## DESCRIPTION OF THE TASK
All of the data below should be written out again exactly.

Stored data
== Segment start ==
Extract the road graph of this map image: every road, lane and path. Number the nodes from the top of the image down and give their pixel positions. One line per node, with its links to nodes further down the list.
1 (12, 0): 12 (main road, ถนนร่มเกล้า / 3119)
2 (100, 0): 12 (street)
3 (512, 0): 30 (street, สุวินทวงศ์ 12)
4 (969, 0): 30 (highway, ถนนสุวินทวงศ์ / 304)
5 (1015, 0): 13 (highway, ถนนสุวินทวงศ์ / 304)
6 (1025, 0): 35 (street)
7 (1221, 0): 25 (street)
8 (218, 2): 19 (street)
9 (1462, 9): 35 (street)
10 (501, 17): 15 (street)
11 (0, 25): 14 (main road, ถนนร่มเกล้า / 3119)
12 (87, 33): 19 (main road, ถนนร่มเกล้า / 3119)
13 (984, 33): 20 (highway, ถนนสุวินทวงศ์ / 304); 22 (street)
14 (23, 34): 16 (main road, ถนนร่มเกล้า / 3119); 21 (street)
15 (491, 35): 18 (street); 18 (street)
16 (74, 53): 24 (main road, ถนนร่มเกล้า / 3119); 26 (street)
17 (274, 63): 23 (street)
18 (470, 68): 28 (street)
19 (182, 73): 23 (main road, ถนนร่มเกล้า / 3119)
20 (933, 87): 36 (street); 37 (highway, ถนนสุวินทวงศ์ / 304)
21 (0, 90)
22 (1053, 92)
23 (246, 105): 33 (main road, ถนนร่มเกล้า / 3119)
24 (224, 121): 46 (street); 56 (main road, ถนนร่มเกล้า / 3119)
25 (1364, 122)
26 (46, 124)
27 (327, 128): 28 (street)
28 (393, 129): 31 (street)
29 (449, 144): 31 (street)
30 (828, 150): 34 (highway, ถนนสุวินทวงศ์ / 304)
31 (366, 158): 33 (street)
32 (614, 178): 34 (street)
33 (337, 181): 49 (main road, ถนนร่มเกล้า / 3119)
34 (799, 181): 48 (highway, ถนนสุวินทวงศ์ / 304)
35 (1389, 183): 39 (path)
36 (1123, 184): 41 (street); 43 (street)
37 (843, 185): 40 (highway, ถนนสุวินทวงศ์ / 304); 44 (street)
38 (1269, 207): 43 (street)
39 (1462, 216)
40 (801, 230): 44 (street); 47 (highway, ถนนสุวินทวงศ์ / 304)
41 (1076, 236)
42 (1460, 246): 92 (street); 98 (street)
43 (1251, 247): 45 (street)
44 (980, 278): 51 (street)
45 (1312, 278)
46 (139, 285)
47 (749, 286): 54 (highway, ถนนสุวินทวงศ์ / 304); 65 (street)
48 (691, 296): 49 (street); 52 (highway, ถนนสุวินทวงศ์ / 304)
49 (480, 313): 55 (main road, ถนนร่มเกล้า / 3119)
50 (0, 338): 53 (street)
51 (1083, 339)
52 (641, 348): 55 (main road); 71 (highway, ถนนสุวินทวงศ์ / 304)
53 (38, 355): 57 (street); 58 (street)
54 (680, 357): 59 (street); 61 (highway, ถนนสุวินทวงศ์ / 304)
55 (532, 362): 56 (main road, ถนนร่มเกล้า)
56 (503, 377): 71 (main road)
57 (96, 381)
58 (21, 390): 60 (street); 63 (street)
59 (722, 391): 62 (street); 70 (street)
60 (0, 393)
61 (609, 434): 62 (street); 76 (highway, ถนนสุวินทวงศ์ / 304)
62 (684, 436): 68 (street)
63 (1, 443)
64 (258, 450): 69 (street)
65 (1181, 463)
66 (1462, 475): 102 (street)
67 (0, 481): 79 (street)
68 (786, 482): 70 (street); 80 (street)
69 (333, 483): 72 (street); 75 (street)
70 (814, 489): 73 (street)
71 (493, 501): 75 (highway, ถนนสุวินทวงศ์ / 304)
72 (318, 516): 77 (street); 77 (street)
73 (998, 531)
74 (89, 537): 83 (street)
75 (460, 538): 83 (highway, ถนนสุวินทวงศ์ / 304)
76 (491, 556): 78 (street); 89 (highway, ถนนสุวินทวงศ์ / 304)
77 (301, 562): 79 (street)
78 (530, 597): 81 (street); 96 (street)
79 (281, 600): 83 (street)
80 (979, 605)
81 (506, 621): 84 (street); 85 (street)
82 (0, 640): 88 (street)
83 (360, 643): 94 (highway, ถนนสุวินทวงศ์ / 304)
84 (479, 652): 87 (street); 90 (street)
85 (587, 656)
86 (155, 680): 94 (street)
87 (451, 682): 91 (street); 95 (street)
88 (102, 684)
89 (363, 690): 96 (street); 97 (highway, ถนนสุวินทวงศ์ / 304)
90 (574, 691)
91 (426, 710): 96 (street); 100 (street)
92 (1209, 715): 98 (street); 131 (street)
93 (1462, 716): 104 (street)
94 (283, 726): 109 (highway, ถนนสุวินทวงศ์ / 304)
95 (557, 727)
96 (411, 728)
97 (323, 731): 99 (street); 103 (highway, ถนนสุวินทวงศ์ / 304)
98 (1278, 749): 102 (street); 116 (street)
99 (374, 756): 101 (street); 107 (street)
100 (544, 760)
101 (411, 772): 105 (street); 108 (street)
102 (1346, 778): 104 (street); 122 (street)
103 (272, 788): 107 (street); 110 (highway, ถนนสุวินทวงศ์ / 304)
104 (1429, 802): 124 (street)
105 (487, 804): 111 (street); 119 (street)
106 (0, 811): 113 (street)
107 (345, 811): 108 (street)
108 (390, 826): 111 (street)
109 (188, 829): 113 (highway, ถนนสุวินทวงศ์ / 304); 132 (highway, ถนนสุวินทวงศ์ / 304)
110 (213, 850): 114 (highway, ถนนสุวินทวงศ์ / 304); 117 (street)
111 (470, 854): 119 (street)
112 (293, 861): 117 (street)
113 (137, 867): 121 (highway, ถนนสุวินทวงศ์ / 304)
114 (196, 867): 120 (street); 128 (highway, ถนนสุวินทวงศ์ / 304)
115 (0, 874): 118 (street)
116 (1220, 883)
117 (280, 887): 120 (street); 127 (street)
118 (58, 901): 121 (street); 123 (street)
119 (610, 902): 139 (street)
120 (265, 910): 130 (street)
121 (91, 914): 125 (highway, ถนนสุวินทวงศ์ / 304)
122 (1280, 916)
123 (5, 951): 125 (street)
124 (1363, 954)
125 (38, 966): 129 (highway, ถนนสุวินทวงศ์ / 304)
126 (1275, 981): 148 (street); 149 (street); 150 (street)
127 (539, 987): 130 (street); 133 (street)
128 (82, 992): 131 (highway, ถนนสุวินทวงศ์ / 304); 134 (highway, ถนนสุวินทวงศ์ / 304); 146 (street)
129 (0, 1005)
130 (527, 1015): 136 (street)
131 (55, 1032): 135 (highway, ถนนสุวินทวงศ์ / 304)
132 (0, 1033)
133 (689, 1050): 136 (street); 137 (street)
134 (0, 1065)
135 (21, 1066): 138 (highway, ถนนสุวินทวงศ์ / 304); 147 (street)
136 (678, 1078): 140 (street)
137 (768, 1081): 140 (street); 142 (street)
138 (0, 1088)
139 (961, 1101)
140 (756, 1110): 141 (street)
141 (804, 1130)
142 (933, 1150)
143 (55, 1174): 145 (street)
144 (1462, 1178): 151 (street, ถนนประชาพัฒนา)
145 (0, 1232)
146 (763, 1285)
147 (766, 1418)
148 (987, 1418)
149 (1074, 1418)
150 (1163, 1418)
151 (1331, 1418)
== Segment end ==
## WRITTEN REPLY
Extract the road graph of this map image: every road, lane and path. Number the nodes from the top of the image down and give their pixel positions. One line per node, with its links to nodes further down the list.
1 (12, 0): 12 (main road, ถนนร่มเกล้า / 3119)
2 (100, 0): 12 (street)
3 (512, 0): 30 (street, สุวินทวงศ์ 12)
4 (969, 0): 30 (highway, ถนนสุวินทวงศ์ / 304)
5 (1015, 0): 13 (highway, ถนนสุวินทวงศ์ / 304)
6 (1025, 0): 35 (street)
7 (1221, 0): 25 (street)
8 (218, 2): 19 (street)
9 (1462, 9): 35 (street)
10 (501, 17): 15 (street)
11 (0, 25): 14 (main road, ถนนร่มเกล้า / 3119)
12 (87, 33): 19 (main road, ถนนร่มเกล้า / 3119)
13 (984, 33): 20 (highway, ถนนสุวินทวงศ์ / 304); 22 (street)
14 (23, 34): 16 (main road, ถนนร่มเกล้า / 3119); 21 (street)
15 (491, 35): 18 (street); 18 (street)
16 (74, 53): 24 (main road, ถนนร่มเกล้า / 3119); 26 (street)
17 (274, 63): 23 (street)
18 (470, 68): 28 (street)
19 (182, 73): 23 (main road, ถนนร่มเกล้า / 3119)
20 (933, 87): 36 (street); 37 (highway, ถนนสุวินทวงศ์ / 304)
21 (0, 90)
22 (1053, 92)
23 (246, 105): 33 (main road, ถนนร่มเกล้า / 3119)
24 (224, 121): 46 (street); 56 (main road, ถนนร่มเกล้า / 3119)
25 (1364, 122)
26 (46, 124)
27 (327, 128): 28 (street)
28 (393, 129): 31 (street)
29 (449, 144): 31 (street)
30 (828, 150): 34 (highway, ถนนสุวินทวงศ์ / 304)
31 (366, 158): 33 (street)
32 (614, 178): 34 (street)
33 (337, 181): 49 (main road, ถนนร่มเกล้า / 3119)
34 (799, 181): 48 (highway, ถนนสุวินทวงศ์ / 304)
35 (1389, 183): 39 (path)
36 (1123, 184): 41 (street); 43 (street)
37 (843, 185): 40 (highway, ถนนสุวินทวงศ์ / 304); 44 (street)
38 (1269, 207): 43 (street)
39 (1462, 216)
40 (801, 230): 44 (street); 47 (highway, ถนนสุวินทวงศ์ / 304)
41 (1076, 236)
42 (1460, 246): 92 (street); 98 (street)
43 (1251, 247): 45 (street)
44 (980, 278): 51 (street)
45 (1312, 278)
46 (139, 285)
47 (749, 286): 54 (highway, ถนนสุวินทวงศ์ / 304); 65 (street)
48 (691, 296): 49 (street); 52 (highway, ถนนสุวินทวงศ์ / 304)
49 (480, 313): 55 (main road, ถนนร่มเกล้า / 3119)
50 (0, 338): 53 (street)
51 (1083, 339)
52 (641, 348): 55 (main road); 71 (highway, ถนนสุวินทวงศ์ / 304)
53 (38, 355): 57 (street); 58 (street)
54 (680, 357): 59 (street); 61 (highway, ถนนสุวินทวงศ์ / 304)
55 (532, 362): 56 (main road, ถนนร่มเกล้า)
56 (503, 377): 71 (main road)
57 (96, 381)
58 (21, 390): 60 (street); 63 (street)
59 (722, 391): 62 (street); 70 (street)
60 (0, 393)
61 (609, 434): 62 (street); 76 (highway, ถนนสุวินทวงศ์ / 304)
62 (684, 436): 68 (street)
63 (1, 443)
64 (258, 450): 69 (street)
65 (1181, 463)
66 (1462, 475): 102 (street)
67 (0, 481): 79 (street)
68 (786, 482): 70 (street); 80 (street)
69 (333, 483): 72 (street); 75 (street)
70 (814, 489): 73 (street)
71 (493, 501): 75 (highway, ถนนสุวินทวงศ์ / 304)
72 (318, 516): 77 (street); 77 (street)
73 (998, 531)
74 (89, 537): 83 (street)
75 (460, 538): 83 (highway, ถนนสุวินทวงศ์ / 304)
76 (491, 556): 78 (street); 89 (highway, ถนนสุวินทวงศ์ / 304)
77 (301, 562): 79 (street)
78 (530, 597): 81 (street); 96 (street)
79 (281, 600): 83 (street)
80 (979, 605)
81 (506, 621): 84 (street); 85 (street)
82 (0, 640): 88 (street)
83 (360, 643): 94 (highway, ถนนสุวินทวงศ์ / 304)
84 (479, 652): 87 (street); 90 (street)
85 (587, 656)
86 (155, 680): 94 (street)
87 (451, 682): 91 (street); 95 (street)
88 (102, 684)
89 (363, 690): 96 (street); 97 (highway, ถนนสุวินทวงศ์ / 304)
90 (574, 691)
91 (426, 710): 96 (street); 100 (street)
92 (1209, 715): 98 (street); 131 (street)
93 (1462, 716): 104 (street)
94 (283, 726): 109 (highway, ถนนสุวินทวงศ์ / 304)
95 (557, 727)
96 (411, 728)
97 (323, 731): 99 (street); 103 (highway, ถนนสุวินทวงศ์ / 304)
98 (1278, 749): 102 (street); 116 (street)
99 (374, 756): 101 (street); 107 (street)
100 (544, 760)
101 (411, 772): 105 (street); 108 (street)
102 (1346, 778): 104 (street); 122 (street)
103 (272, 788): 107 (street); 110 (highway, ถนนสุวินทวงศ์ / 304)
104 (1429, 802): 124 (street)
105 (487, 804): 111 (street); 119 (street)
106 (0, 811): 113 (street)
107 (345, 811): 108 (street)
108 (390, 826): 111 (street)
109 (188, 829): 113 (highway, ถนนสุวินทวงศ์ / 304); 132 (highway, ถนนสุวินทวงศ์ / 304)
110 (213, 850): 114 (highway, ถนนสุวินทวงศ์ / 304); 117 (street)
111 (470, 854): 119 (street)
112 (293, 861): 117 (street)
113 (137, 867): 121 (highway, ถนนสุวินทวงศ์ / 304)
114 (196, 867): 120 (street); 128 (highway, ถนนสุวินทวงศ์ / 304)
115 (0, 874): 118 (street)
116 (1220, 883)
117 (280, 887): 120 (street); 127 (street)
118 (58, 901): 121 (street); 123 (street)
119 (610, 902): 139 (street)
120 (265, 910): 130 (street)
121 (91, 914): 125 (highway, ถนนสุวินทวงศ์ / 304)
122 (1280, 916)
123 (5, 951): 125 (street)
124 (1363, 954)
125 (38, 966): 129 (highway, ถนนสุวินทวงศ์ / 304)
126 (1275, 981): 148 (street); 149 (street); 150 (street)
127 (539, 987): 130 (street); 133 (street)
128 (82, 992): 131 (highway, ถนนสุวินทวงศ์ / 304); 134 (highway, ถนนสุวินทวงศ์ / 304); 146 (street)
129 (0, 1005)
130 (527, 1015): 136 (street)
131 (55, 1032): 135 (highway, ถนนสุวินทวงศ์ / 304)
132 (0, 1033)
133 (689, 1050): 136 (street); 137 (street)
134 (0, 1065)
135 (21, 1066): 138 (highway, ถนนสุวินทวงศ์ / 304); 147 (street)
136 (678, 1078): 140 (street)
137 (768, 1081): 140 (street); 142 (street)
138 (0, 1088)
139 (961, 1101)
140 (756, 1110): 141 (street)
141 (804, 1130)
142 (933, 1150)
143 (55, 1174): 145 (street)
144 (1462, 1178): 151 (street, ถนนประชาพัฒนา)
145 (0, 1232)
146 (763, 1285)
147 (766, 1418)
148 (987, 1418)
149 (1074, 1418)
150 (1163, 1418)
151 (1331, 1418)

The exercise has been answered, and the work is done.